The procedure first divides the design life into time increments, monthly in the case of rigid pavements. The hourly, monthly and annual traffic load variations are considered and superimposed with appropriate material properties in each increment of time, bringing the analysis as close to reality as possible. The damage resulting in each time increment is accrued in the pavement over all time increments to compute the accumulated damage, which is the key parameter from the “mechanistic” calculations of the design process.
Next, the damage is used to predict distresses using the field-calibrated distress models. The distresses considered in rigid pavement design are transverse cracking, joint faulting and surface roughness (see Figure 8).
These distress levels are compared with agency-specified criteria to optimize and select a design.

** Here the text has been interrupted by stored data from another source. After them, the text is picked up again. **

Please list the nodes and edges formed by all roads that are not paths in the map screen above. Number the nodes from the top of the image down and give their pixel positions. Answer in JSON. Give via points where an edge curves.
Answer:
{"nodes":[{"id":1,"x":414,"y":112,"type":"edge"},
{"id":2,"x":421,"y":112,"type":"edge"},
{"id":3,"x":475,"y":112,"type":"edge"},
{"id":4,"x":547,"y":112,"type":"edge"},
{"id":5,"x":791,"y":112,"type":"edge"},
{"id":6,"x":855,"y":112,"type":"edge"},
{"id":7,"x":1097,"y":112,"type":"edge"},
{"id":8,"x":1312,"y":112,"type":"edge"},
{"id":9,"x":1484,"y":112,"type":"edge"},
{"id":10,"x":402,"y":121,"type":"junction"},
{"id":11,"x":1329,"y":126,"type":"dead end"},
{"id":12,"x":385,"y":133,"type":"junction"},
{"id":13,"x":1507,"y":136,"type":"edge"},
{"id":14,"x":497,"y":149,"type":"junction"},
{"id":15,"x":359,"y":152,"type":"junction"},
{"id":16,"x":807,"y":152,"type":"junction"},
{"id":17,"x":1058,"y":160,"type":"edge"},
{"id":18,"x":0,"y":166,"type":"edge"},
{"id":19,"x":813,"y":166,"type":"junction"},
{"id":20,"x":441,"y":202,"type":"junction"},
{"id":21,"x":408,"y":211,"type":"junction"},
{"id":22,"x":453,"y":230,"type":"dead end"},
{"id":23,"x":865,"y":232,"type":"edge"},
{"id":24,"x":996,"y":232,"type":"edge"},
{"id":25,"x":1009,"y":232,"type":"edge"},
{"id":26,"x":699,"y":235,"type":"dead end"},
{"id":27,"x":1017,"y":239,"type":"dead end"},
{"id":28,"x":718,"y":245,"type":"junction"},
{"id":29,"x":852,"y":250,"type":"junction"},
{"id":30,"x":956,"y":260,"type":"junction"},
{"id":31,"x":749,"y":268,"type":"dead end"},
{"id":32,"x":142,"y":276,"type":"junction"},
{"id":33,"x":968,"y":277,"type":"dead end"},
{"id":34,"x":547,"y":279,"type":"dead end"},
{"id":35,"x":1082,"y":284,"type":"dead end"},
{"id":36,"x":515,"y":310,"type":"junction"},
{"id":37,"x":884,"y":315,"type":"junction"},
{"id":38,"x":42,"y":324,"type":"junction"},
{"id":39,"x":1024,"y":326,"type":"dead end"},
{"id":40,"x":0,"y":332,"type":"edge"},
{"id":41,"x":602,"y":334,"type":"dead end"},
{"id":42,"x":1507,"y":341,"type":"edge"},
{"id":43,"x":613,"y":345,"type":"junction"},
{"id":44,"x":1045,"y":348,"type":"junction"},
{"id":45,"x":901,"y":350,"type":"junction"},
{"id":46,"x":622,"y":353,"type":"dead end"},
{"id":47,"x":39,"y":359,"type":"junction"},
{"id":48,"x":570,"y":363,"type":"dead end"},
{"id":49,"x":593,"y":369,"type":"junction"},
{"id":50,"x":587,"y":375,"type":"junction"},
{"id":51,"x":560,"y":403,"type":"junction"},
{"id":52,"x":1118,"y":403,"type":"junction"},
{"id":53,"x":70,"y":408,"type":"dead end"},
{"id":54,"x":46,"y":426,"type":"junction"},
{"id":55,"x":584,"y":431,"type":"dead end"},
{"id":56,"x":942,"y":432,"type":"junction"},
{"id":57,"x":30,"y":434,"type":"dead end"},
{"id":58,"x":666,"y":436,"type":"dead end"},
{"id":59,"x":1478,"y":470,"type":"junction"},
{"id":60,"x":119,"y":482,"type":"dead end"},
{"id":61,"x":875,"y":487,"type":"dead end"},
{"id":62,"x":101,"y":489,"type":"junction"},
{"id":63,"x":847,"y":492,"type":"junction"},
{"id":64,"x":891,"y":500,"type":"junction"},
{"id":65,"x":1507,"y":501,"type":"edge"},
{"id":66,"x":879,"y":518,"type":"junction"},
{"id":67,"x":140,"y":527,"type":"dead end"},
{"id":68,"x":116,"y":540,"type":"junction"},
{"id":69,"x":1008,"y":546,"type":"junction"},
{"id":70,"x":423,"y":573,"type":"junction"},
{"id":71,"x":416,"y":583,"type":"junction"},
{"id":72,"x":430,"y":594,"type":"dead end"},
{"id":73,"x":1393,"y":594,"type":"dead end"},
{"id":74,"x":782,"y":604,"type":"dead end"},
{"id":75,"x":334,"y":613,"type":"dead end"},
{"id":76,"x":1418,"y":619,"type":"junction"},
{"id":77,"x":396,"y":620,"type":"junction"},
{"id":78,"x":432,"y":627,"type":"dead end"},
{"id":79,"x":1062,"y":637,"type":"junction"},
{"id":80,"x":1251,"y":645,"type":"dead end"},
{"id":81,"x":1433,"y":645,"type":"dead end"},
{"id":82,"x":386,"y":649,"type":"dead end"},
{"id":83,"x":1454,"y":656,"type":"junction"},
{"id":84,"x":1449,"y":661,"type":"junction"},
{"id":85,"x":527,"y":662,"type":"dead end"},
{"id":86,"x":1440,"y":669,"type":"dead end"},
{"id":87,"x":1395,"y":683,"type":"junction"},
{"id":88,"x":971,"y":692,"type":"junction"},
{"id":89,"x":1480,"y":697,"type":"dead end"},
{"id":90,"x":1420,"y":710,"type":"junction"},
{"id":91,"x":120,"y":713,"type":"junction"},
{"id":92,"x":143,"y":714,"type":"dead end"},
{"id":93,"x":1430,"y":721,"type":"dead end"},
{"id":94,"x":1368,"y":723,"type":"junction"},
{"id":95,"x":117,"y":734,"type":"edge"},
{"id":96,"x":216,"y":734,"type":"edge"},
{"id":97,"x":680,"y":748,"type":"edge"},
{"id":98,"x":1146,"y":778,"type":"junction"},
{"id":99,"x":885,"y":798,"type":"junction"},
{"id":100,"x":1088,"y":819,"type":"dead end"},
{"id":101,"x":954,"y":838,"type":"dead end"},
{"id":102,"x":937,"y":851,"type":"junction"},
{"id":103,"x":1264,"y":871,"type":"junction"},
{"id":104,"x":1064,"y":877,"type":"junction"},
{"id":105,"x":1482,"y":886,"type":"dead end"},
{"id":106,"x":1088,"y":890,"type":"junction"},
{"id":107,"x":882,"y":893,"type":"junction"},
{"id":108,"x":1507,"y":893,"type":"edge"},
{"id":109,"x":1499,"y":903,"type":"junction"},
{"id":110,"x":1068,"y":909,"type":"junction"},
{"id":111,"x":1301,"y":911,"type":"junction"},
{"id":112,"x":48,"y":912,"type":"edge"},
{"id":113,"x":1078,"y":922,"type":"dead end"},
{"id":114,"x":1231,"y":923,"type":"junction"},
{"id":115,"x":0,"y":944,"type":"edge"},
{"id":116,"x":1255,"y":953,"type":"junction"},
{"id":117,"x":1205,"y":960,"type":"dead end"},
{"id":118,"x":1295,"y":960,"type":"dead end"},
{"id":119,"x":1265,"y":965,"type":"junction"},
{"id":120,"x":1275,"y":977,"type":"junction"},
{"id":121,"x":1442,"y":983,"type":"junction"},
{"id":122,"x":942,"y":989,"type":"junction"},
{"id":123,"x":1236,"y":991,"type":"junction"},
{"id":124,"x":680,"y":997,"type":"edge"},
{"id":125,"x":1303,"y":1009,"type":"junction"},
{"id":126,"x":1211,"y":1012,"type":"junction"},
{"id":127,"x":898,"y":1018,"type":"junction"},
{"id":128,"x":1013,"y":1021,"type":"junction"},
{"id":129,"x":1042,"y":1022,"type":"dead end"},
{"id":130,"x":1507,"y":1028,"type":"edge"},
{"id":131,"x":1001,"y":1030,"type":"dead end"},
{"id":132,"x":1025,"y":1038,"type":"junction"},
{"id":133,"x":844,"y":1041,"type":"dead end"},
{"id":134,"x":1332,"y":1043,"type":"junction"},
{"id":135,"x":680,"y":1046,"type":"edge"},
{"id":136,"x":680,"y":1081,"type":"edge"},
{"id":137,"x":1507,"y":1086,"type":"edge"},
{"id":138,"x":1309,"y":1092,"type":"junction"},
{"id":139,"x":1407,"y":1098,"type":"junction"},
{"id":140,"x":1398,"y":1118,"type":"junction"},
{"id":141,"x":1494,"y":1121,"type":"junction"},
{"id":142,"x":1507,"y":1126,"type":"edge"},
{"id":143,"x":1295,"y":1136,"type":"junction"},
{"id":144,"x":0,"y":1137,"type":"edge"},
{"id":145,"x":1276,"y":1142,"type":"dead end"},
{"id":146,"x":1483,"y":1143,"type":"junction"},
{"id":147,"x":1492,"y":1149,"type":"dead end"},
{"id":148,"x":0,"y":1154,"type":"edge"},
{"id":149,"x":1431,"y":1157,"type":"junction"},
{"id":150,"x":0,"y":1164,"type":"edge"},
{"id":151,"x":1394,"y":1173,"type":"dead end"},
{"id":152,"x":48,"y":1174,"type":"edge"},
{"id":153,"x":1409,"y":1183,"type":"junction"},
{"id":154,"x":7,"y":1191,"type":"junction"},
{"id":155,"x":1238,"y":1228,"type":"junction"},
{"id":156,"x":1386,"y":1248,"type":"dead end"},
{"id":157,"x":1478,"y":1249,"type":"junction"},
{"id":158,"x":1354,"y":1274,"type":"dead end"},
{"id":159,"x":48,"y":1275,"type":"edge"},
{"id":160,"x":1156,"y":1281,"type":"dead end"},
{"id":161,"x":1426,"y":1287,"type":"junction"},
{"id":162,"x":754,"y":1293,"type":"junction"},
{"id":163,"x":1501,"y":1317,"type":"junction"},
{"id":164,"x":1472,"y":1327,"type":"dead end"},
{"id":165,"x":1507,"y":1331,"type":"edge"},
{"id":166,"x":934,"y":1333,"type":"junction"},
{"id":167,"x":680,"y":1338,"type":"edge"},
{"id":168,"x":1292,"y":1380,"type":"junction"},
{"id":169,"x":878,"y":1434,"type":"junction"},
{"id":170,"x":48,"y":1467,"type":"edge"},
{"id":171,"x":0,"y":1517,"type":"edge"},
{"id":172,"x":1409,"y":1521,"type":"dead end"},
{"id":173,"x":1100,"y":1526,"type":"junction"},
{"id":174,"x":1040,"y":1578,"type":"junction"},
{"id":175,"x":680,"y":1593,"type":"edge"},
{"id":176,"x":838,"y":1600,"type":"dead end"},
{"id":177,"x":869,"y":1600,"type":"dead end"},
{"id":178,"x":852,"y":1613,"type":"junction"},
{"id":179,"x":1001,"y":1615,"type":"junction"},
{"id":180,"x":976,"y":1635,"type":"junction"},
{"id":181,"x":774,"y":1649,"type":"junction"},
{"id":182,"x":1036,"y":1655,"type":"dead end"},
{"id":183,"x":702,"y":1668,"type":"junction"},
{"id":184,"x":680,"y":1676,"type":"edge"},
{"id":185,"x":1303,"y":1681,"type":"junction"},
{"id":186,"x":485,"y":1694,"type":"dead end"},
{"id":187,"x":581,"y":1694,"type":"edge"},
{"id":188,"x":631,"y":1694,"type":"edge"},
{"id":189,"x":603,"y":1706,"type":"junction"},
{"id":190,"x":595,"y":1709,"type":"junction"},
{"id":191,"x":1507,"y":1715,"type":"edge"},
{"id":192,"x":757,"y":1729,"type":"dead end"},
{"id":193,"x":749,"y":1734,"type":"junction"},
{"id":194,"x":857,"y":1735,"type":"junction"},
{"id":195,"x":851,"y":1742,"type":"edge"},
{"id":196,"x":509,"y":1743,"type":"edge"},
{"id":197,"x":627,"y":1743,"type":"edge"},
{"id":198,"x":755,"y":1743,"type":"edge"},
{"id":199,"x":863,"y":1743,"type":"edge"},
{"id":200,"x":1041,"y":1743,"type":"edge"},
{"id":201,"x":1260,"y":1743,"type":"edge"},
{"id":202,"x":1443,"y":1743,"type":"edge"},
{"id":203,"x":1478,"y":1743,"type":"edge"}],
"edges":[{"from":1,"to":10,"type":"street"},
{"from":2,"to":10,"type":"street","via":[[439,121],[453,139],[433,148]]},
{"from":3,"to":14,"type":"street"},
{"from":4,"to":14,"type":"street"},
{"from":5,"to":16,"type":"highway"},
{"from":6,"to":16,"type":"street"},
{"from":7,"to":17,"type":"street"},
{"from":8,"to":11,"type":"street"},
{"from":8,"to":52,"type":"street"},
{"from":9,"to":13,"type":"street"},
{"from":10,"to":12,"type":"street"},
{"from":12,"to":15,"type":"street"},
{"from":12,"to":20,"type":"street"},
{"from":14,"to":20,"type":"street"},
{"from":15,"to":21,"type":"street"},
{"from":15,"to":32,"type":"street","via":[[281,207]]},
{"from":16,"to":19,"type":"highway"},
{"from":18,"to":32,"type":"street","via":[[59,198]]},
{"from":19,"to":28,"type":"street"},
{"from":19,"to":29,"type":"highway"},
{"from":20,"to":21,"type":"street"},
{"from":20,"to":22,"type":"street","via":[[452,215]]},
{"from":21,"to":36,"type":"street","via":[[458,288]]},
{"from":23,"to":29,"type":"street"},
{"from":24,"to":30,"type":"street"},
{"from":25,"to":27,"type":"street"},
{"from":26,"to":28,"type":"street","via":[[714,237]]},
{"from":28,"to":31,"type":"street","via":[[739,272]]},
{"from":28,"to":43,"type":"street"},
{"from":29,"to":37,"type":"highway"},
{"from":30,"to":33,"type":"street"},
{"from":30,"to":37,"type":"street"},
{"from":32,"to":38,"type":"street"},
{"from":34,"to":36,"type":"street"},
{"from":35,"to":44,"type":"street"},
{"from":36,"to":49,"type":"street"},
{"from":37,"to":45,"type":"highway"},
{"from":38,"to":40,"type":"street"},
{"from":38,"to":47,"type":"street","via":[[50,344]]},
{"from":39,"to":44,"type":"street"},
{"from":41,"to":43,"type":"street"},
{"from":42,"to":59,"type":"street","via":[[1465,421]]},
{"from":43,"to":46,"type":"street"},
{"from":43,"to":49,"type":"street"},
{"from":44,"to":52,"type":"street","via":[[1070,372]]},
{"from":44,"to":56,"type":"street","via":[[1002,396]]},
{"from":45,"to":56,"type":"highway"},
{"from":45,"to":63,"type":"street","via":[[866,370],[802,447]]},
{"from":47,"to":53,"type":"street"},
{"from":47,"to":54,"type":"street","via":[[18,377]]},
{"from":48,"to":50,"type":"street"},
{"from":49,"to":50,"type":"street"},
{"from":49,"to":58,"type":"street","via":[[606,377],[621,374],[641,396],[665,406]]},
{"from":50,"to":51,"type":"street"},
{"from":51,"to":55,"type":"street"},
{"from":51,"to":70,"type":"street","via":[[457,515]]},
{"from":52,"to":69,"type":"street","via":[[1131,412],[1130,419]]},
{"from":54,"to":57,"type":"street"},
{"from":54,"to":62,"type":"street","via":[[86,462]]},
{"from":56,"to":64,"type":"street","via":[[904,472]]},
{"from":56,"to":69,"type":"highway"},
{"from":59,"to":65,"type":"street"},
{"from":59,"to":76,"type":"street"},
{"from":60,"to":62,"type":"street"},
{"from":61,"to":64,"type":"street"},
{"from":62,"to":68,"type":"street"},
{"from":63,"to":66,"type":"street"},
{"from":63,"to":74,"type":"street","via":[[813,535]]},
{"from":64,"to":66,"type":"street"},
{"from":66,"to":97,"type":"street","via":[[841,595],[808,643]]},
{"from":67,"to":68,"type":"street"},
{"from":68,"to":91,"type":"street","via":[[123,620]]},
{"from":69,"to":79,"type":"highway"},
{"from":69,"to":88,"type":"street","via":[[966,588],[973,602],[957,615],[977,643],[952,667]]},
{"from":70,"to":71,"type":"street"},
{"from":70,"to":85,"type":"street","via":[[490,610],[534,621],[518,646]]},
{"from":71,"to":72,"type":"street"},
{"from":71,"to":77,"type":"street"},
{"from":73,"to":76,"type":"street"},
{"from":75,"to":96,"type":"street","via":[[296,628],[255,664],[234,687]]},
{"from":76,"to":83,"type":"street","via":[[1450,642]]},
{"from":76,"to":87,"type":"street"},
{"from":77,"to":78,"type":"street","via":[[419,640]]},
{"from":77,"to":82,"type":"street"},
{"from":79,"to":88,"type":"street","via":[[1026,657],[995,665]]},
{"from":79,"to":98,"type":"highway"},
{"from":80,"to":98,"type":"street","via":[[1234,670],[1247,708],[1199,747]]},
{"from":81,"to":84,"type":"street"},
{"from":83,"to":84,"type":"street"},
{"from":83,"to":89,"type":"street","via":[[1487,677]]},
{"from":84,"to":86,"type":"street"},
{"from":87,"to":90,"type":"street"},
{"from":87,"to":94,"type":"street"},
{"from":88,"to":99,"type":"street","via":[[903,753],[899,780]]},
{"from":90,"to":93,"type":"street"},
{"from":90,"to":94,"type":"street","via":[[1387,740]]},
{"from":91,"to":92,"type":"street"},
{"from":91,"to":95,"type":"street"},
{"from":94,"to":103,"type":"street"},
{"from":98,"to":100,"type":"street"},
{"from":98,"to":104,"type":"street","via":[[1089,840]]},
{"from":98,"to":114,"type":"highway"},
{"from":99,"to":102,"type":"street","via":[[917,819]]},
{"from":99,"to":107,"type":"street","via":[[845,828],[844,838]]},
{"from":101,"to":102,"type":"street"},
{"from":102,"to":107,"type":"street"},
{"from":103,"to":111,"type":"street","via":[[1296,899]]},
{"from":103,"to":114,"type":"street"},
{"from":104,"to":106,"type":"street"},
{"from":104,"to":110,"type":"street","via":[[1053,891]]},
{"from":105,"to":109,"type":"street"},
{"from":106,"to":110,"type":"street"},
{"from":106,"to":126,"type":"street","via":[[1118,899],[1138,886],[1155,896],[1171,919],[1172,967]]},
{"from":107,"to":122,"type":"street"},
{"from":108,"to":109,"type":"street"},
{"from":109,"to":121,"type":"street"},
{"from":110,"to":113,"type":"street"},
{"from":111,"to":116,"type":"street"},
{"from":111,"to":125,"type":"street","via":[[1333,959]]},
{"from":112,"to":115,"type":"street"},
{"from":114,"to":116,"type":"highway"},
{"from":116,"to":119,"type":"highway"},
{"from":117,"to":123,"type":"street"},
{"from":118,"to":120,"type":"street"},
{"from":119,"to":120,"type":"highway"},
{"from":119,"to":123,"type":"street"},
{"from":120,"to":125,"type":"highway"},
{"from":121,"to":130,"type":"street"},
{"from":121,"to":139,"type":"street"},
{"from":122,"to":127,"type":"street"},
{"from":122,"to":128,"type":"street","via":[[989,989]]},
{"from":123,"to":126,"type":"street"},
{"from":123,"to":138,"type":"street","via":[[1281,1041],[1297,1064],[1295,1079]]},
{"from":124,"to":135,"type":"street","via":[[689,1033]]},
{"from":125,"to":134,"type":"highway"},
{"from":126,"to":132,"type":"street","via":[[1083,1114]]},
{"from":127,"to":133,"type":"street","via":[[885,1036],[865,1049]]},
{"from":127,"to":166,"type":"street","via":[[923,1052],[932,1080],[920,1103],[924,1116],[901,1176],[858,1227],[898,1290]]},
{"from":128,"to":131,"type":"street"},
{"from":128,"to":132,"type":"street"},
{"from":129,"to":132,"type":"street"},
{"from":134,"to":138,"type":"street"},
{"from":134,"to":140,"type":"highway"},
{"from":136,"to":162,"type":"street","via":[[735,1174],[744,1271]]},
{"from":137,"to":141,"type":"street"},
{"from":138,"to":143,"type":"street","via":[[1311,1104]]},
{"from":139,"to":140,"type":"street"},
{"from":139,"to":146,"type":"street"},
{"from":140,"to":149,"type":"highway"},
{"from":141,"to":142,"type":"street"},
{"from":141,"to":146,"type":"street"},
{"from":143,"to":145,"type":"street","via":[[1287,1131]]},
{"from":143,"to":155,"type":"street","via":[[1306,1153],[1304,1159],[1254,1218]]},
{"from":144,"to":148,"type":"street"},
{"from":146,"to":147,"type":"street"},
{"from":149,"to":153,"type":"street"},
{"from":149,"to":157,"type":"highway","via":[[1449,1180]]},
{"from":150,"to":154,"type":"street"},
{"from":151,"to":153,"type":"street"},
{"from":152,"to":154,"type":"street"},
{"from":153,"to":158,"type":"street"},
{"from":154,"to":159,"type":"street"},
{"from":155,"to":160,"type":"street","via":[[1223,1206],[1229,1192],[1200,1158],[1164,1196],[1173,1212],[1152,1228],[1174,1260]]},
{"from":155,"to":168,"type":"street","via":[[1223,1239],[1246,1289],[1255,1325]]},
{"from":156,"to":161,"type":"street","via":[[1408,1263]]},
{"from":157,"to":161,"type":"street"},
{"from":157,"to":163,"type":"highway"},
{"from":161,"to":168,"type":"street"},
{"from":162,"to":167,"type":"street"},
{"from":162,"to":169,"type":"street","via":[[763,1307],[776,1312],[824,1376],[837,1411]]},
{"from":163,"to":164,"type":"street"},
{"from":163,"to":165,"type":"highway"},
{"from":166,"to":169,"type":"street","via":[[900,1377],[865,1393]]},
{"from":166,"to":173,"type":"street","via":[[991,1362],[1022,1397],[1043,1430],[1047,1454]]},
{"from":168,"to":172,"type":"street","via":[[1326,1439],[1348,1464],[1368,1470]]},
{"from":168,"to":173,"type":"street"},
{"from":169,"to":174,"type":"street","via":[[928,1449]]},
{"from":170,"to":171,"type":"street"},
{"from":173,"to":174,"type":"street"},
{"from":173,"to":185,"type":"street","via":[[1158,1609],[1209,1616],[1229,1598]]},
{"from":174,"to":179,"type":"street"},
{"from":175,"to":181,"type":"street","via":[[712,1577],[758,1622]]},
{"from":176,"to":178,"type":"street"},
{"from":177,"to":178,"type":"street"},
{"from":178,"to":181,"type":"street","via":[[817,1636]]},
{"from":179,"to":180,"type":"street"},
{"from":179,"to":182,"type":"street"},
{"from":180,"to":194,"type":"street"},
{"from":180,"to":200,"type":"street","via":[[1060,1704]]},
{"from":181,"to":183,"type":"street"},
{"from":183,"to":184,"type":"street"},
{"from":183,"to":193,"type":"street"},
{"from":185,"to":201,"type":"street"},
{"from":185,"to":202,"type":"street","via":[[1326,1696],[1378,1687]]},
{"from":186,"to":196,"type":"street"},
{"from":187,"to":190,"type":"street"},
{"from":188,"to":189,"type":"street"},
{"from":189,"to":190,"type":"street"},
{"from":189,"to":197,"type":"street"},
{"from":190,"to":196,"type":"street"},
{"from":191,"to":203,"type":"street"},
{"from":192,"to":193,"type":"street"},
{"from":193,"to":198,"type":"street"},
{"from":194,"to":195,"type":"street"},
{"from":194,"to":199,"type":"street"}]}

Figure 9 shows the influence of built-in temperature gradient on slab cracking, illustrating the benefit of using PCPS over cast-in-place alternatives, as PCPS slabs can be fabricated with minimal built-in curvatures or stresses. In other words, the MEPDG concepts offer a framework to illustrate construction effects on pavement performance, and the plant QC process in precast slabs lends longer fatigue life in the slabs.
Figure 10 shows the sensitivity of joint faulting to load transfer efficiency, emphasizing the need for a good load transfer mechanism across joints and non-erodible base materials to achieve longer service lives.
Table 2 is a summary of the impact of several factors on pavement design and special considerations for precast concrete pavements.
Promising future for precast pavements
Over the past decade, stakeholders in the highway industry and the precast industry have been working with PCPS to provide cost-effective rehabilitation and reconstruction treatments for PCC pavements. Precast concrete pavements have been installed in heavily trafficked urban areas under tight construction windows. Construction planning, mobilization and scheduling are critical in such projects and, while it can be a challenge on the field, contractors nearly have this down to a formula to optimize production. Experience has shown that planning and communication are key to successfully completing a precast concrete pavement project.
FHWA’s Highways for LIFE (HfL) program, which promotes and supports the implementation of ready-to-use and proven technologies, has identified PCPS as a vanguard technology. Clearly, PCPS has demonstrated success in numerous projects and holds promise for future use in the rapid repair and renewal of our aging infrastructure while minimizing maintenance and repair needs. PCPS should be part of a pavement management toolkit.
Chetana Rao, Ph.D., is a Senior Research Engineer with Applied Research Associates, Inc. Her areas of expertise include concrete pavement materials, analyses, design, and precast pavement technology. She was a key member of the team that developed the MEPDG and serves as the PCPS expert on the HfL team for ARA. Dr. Rao also has led the development of precast concrete pavement specifications and implementation materials for Caltrans and is on the team developing generic specifications for the Illinois Tollway.